Hidetsugu Yagi’s enduring antenna design has lasted more than nine decades on rooftops from Sandton to Chicago. Yet it might not make its 100th birthday, thanks to three South African inventors. Designed to help South Africans – particularly low-income households – make the transition from analogue to digital TV broadcasts, the radically new foldable antenna is called DigiAnt. Its name reflects both its purpose (“digital antenna”) and its insect-like structure.
Co-inventors Dr André Fourie (executive chairman and founder of Poynting Antennas), Dr Derek Nitch (Poynting’s chief technical officer) and Eduard Walker, CEO of antenna-manufacturer TEMIC, spent the better part of a year dissecting, extruding, designing, cutting and testing designs to create a robust and affordable design. But in the age of satellite dishes, why do we even need a new antenna design?
Because, despite the growth of satellite TV broadcasts, digital terrestrial TV remains the most used way of broadcasting TV, especially free-to-air and public broadcasting TV. In South Africa, the need for an affordable digital TV antenna is even more pronounced. We’re late to digital migration – and meanwhile, the International Telecom Union (ITU) has already set aside the traditional analogue broadcasting range for the expansion of other communication services. Those services include advanced mobile and commercial wireless broadband.
Digital migration, besides bringing high-def TV to all South Africans, will also free
up some TV frequencies (the digital dividend) for 4G/LTE high-speed Internet. Expect dramatically faster cellular Internet speeds. The DigiAnt works in a 470 – 862 MHz frequency band. It connects to a set-top box that decodes the signal for use by any television. In the process, it frees up the traditional TV broadcast spectrum, while allowing more TV channels on the new, narrower, digital TV frequency.

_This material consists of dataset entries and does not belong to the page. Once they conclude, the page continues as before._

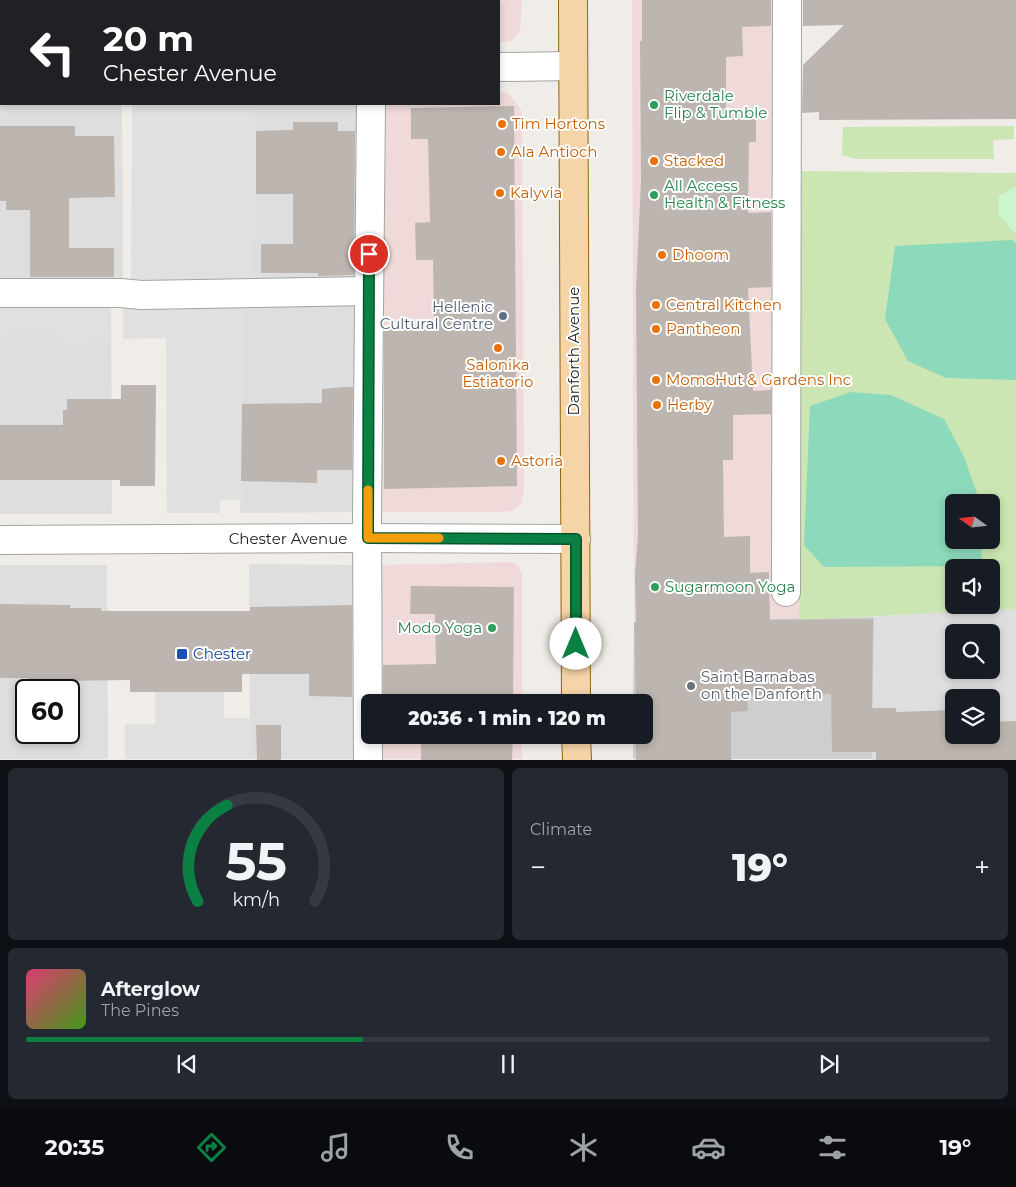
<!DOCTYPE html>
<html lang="en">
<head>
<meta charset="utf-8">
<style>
  :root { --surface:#171b24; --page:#242831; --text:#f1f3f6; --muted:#9ea1a6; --line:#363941; --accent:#0b8043 }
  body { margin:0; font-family:Montserrat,sans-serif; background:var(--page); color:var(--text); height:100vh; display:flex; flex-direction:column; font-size:19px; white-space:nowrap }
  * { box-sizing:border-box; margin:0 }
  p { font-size:16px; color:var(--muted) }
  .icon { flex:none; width:28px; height:28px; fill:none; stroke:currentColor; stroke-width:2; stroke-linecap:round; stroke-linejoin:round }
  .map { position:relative; height:760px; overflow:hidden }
  .side { display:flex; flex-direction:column; gap:8px; padding:8px; background:#0d0f14; flex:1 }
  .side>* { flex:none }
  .guide { position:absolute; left:0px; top:0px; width:500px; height:105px; box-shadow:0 2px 8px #0003; background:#202124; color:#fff; overflow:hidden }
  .needle { width:32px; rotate:285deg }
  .buttons { position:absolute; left:945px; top:494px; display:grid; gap:10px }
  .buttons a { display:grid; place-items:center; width:55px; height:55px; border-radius:8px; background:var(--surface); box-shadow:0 2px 8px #0003; font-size:25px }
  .speed { position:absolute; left:15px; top:679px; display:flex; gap:10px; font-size:25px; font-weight:700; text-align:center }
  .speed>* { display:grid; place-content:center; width:65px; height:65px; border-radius:50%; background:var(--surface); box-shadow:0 2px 8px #0003; line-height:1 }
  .speed .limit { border:2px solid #111; border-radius:8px; background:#fff; color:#111 }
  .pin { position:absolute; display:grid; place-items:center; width:42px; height:42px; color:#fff; margin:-21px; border:2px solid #fff; border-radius:50%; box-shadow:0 1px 5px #0007 }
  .me { position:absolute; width:55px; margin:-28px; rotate:0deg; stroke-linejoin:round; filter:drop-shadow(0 0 4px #0008) }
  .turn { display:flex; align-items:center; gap:18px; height:105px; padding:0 20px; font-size:22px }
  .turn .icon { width:65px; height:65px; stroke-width:2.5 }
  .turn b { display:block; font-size:35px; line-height:42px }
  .big { font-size:38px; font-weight:800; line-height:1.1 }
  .side .tile { flex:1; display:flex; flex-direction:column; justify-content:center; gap:8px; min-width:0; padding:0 18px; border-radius:8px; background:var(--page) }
  .side .dial { align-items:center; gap:0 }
  .dial svg { height:130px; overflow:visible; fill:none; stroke:var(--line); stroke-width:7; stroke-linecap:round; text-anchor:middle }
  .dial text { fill:var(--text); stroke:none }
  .song { display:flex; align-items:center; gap:15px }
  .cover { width:60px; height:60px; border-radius:8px; background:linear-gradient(135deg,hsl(340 70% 55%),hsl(100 70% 35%)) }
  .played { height:5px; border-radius:2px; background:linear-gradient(90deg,var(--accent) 35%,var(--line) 35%) }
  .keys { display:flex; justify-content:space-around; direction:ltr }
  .heat { display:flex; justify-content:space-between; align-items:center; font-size:28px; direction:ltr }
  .side .tiles { flex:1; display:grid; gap:8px; grid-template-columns:1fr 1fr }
  .tile:last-child { grid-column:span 2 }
  .trip { position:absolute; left:361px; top:694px; width:292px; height:50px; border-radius:8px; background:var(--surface); box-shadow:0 2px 8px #0003; font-weight:800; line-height:50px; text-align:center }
  .menu { display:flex; height:80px; justify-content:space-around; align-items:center; background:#090b0e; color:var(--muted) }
  .menu .icon { width:35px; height:35px }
  .menu .active { color:var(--accent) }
  .menu b { font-size:22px; color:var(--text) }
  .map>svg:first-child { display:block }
</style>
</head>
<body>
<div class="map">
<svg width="1016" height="760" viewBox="0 0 1016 760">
  <rect width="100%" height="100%" fill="#f0ede8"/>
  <g fill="#dedede" fill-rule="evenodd">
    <polygon points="0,0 129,0 129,1 1,1 0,44"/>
    <rect x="222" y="0" width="140" height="1"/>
    <polygon points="0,94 1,104 122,104 123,281 111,303 112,505 111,514 0,514"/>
    <polygon points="254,104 363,104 359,512 240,513 243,301 253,284"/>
    <polygon points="249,564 359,565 360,759 250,759"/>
    <path d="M0 565H107L108 759H0ZM26 690H69V732H26Z"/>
    <path d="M1016 609V759L872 760 874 617 939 612ZM954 632H991V670H954ZM954 698H991V735H954Z"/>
  </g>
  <g fill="#efdad9">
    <polygon points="376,0 522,0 520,32 511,41 499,42 499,1"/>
    <polygon points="632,0 791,0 800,562 799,619 634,622"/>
    <polygon points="499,93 508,93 514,100 522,112 524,491 521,504 512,511 498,512 375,512 376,104 499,104"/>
    <polygon points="510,562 518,565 522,574 522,702 376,702 376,565"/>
    <rect x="376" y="735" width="146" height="24"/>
  </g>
  <polygon fill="#cecece" points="874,617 872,759 633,759 633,735 645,735 645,702 633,702 634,622"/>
  <g fill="#cbe6b2" fill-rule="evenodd">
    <polygon points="1014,126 1014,139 993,140 994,159 856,159 842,155 843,127"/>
    <path d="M791 171 1016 173V187L999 196 1014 232H1016V609C944 612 871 617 799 620L800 562ZM954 502H991V540H954ZM954 568H991V605H954Z"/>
  </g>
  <g fill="#c9f6cd">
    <rect x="129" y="0" width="93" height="1"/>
    <polygon points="1016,187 1016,232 1014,232 998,214 999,196"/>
  </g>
  <g fill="#8cd9bb">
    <polygon points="1012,240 1016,243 1016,380 946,378 908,361 885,319 895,246"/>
    <polygon points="851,392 891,395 944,419 964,457 980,502 954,502 954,540 981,540 982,566 824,567 804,545 810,406"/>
  </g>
  <g fill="#e0e0e0">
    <polygon points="132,104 254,104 253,284 243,301 241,500 220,500 220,513 167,513 166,338 123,339 123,302 131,283"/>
    <polygon points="0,303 111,303 111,339 58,341 58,334 0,335"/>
    <polygon points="155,692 224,692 224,718 250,718 250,759 125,759 125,724 155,724"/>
  </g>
  <g fill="#bdb6b0">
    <polygon points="642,0 771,0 771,26 742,27 743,56 726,57 726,114 756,115 756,142 749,142 748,213 771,212 771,287 748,288 753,391 771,390 771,414 733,415 733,460 723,460 724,537 750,536 750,573 769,572 770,620 873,619 872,708 896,708 896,712 953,710 954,735 991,735 991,722 1016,721 1016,760 876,760 876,752 832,752 831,694 747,695 748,711 731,712 731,760 636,760 636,735 645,735 645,702 636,702 634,623 636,623 635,575 638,535 636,290 641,181 640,41 642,41"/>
    <polygon points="803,0 1016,0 1016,119 819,120 819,112 802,113 803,65 844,25 803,26"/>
    <polygon points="514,106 517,486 384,489 384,328 419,328 419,320 434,321 433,260 416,260 415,223 430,222 428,139 411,139 411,108"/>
    <polygon points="293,122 338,122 338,131 355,131 354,275 318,276 318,273 261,273 261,244 293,244 293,194 256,194 256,131 293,130"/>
    <polygon points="0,126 75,126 75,136 114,136 115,197 69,198 69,248 114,248 114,277 30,277 30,210 6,210 6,201 0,201"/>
    <polygon points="121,385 156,385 155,486 120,486 120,480 0,480 0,425 63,425 63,410 67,410 67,399 121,399"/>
    <polygon points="345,387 353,387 352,470 317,470 317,483 241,481 242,404 322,403 322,389"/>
    <polygon points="411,586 514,587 513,702 400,702 400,696 383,696 383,665 436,664 435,614 410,614"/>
    <polygon points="0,604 70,605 70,608 101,608 101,611 250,611 250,607 352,605 352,697 309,696 309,674 242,674 242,692 130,692 130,680 64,681 64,687 28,687 28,678 0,678"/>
    <polygon points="256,725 281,725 281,760 257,760"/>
    <polygon points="421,735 513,735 512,760 421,760"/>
  </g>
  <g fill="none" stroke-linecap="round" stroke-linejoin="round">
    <defs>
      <g id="minor">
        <polyline points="370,1 370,0"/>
        <polyline points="499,67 572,66"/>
        <polyline points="0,70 1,70"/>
        <polyline points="0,293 121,293 141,295 369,291"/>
        <polyline points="0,540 368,538 576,539"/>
        <polyline points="786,592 787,0"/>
        <polyline points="368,760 367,516 371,104"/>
      </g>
      <g id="major">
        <polyline points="573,0 576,702"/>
        <polyline points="576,735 577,760"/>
      </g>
    </defs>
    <use href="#minor" stroke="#a4a4a4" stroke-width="30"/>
    <use href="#major" stroke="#91650c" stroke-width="30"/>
    <use href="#minor" stroke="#fff" stroke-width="28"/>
    <use href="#major" stroke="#f5d4a8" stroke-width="28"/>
  </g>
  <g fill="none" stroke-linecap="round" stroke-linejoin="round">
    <defs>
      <polyline id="route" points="369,254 368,538 576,539 576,644"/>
    </defs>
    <use href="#route" stroke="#07532c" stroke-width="12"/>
    <use href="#route" stroke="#0b8043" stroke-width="9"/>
    <polyline stroke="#f59e0b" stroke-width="9" points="368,490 368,538 439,538"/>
  </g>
  <g fill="#2e9e5b" stroke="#fff" stroke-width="2">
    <circle cx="654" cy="105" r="5"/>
    <circle cx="654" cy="195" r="5"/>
    <circle cx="655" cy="587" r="5"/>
    <circle cx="492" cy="628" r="5"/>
  </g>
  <g fill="#e8710a" stroke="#fff" stroke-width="2">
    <circle cx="502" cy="124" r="5"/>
    <circle cx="501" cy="152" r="5"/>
    <circle cx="654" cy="161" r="5"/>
    <circle cx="500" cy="193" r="5"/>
    <circle cx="662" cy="255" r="5"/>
    <circle cx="656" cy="305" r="5"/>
    <circle cx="656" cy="329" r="5"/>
    <circle cx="498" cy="348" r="5"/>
    <circle cx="656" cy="380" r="5"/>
    <circle cx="657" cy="405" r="5"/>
    <circle cx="501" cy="461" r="5"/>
  </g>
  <circle fill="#5c6f8a" stroke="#fff" stroke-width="2" cx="503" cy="316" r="5"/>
  <rect fill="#1a4fb4" stroke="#fff" stroke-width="2" x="176" y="648" width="12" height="12" rx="2.5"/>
  <circle fill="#6b7280" stroke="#fff" stroke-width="2" cx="691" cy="686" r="5"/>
  <g text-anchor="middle" stroke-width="4" stroke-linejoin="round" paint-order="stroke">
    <g font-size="15" fill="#27864d" stroke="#fff" text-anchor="start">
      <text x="664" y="101">Riverdale<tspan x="664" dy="17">Flip &amp; Tumble</tspan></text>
      <text x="664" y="191">All Access<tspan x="664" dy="17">Health &amp; Fitness</tspan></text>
      <text x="665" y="592">Sugarmoon Yoga</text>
      <text x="482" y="633" text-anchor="end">Modo Yoga</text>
    </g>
    <g font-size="15" fill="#c56008" stroke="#fff" text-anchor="start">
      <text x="512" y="129">Tim Hortons</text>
      <text x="511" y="157">Ala Antioch</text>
      <text x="664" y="166">Stacked</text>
      <text x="510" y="198">Kalyvia</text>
      <text x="672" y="260">Dhoom</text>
      <text x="666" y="310">Central Kitchen</text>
      <text x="666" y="334">Pantheon</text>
      <text x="498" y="370" text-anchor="middle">Salonika<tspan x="498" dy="17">Estiatorio</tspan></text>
      <text x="666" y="385">MomoHut &amp; Gardens Inc</text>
      <text x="667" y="410">Herby</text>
      <text x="511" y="466">Astoria</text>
    </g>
    <g font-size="15" fill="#4e5e75" stroke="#fff" text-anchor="end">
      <text x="493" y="312">Hellenic<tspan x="493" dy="17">Cultural Centre</tspan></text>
    </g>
    <g font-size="15" fill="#202020" stroke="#fff">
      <text transform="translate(574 351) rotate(-90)" y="5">Danforth Avenue</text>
      <text x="288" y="544">Chester Avenue</text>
    </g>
    <g font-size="15" fill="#164399" stroke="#fff" text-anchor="start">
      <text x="193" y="659">Chester</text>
    </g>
    <g font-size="15" fill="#5b616d" stroke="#fff" text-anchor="start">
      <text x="701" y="682">Saint Barnabas<tspan x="701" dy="17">on the Danforth</tspan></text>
    </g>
  </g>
</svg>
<div class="buttons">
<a><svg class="needle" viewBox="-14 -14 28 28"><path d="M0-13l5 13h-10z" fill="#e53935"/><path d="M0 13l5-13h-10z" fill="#9ea1a6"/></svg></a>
<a><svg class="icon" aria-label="sound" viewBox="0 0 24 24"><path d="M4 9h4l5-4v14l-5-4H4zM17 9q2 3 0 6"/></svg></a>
<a><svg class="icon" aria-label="search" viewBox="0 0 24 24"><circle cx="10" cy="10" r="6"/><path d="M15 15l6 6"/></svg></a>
<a><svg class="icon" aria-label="layers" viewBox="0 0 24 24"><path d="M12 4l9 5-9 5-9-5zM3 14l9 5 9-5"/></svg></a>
</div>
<div class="speed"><div class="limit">60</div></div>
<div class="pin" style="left:369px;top:254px;background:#d93025"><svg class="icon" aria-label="arrive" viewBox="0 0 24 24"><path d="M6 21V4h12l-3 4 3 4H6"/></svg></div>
<svg class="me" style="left:576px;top:644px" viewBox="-20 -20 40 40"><circle r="19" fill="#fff"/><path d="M0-13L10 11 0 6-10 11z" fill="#0b8043"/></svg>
<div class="trip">20:36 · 1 min · 120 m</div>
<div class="guide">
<div class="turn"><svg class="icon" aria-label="left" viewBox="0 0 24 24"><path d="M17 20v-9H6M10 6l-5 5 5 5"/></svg><div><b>20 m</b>Chester Avenue</div></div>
</div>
</div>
<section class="side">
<div class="tiles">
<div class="tile dial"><svg viewBox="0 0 100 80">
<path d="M14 69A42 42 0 1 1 86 69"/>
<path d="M14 69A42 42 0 0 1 32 10" stroke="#0b8043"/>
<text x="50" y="56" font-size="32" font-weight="700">55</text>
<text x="50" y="72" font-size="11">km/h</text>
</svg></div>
<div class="tile"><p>Climate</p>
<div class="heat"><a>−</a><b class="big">19°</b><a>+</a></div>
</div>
<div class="tile">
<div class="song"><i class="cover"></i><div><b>Afterglow</b><p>The Pines</p></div></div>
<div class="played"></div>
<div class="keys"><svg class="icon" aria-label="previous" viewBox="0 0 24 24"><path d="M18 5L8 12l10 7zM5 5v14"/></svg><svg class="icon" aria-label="pause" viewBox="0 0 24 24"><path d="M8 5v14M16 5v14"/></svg><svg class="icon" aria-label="next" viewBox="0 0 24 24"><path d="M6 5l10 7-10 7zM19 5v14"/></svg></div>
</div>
</div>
</section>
<nav class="menu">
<b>20:35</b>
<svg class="icon active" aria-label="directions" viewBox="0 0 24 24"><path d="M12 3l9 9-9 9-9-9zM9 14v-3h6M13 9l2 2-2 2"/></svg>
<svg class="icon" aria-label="music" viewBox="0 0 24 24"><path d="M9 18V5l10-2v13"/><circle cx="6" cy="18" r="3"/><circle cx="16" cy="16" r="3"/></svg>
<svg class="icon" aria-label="phone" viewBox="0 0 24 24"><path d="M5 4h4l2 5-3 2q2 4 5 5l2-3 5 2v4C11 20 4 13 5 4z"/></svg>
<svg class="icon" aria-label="climate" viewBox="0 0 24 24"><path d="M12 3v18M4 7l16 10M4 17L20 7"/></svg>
<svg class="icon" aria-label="car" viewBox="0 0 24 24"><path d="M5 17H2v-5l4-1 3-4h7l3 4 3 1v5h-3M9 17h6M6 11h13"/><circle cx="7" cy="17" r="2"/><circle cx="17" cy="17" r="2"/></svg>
<svg class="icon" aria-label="filters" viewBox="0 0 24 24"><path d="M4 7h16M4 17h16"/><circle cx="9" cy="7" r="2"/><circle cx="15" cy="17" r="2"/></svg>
<b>19°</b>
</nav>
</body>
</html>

The DigiAnt’s design is a radical evolution from a Vivaldi horn-type antenna. The inventors simplified this to the six-legged “skeletal” structure so that it traces only the minimal outline of the much more solid plate structure of the Vivaldi. This vastly simplified structure was designed to be mass-produced using advanced aluminium die casting. Each leg is hinged in the middle, allowing the antenna to be folded umbrella-style and shipped in a box ten times smaller than usual.
But being small and foldable certainly doesn’t decrease performance. Apart from its strong reception capability, the DigiAnt has been tested to withstand winds of up to 160 km/h and temperatures ranging from -20 to +70°. The first of 500 000 units ordered by the government were shipped to border towns in the Northern Cape, allowing analogue broadcasts to be switched off there first and preventing the analogue TV signals from bleeding across the border and interfering with our neighbours’ broadcast spectrum.
With the first shipments under way, production is being ramped up to meet the target of 5 million low-income households across South Africa, a target set by the government. But the manufacturers are thinking bigger. “The DigiAnt has been awarded patent rights in over 30 countries,” says Fourie. “We are investigating licensed manufacturing in several countries that require a low-cost, high-performance digital TV antenna.”